[Supplied data Boundary: Start]

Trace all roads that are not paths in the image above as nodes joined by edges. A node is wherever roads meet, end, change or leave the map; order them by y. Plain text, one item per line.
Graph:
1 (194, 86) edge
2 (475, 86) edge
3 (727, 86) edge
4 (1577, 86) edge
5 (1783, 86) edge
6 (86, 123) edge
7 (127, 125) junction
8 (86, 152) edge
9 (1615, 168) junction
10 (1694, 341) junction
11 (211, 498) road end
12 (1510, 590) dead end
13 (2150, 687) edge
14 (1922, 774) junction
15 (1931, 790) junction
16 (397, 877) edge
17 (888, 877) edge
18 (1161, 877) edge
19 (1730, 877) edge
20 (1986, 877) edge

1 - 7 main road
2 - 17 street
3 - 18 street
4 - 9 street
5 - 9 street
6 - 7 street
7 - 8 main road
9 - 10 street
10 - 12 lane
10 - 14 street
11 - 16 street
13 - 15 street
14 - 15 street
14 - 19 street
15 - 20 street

[Supplied data Boundary: End]

Your task is to reproduce the whole listing exactly.

Trace all roads that are not paths in the image above as nodes joined by edges. A node is wherever roads meet, end, change or leave the map; order them by y. Plain text, one item per line.
Graph:
1 (194, 86) edge
2 (475, 86) edge
3 (727, 86) edge
4 (1577, 86) edge
5 (1783, 86) edge
6 (86, 123) edge
7 (127, 125) junction
8 (86, 152) edge
9 (1615, 168) junction
10 (1694, 341) junction
11 (211, 498) road end
12 (1510, 590) dead end
13 (2150, 687) edge
14 (1922, 774) junction
15 (1931, 790) junction
16 (397, 877) edge
17 (888, 877) edge
18 (1161, 877) edge
19 (1730, 877) edge
20 (1986, 877) edge

1 - 7 main road
2 - 17 street
3 - 18 street
4 - 9 street
5 - 9 street
6 - 7 street
7 - 8 main road
9 - 10 street
10 - 12 lane
10 - 14 street
11 - 16 street
13 - 15 street
14 - 15 street
14 - 19 street
15 - 20 street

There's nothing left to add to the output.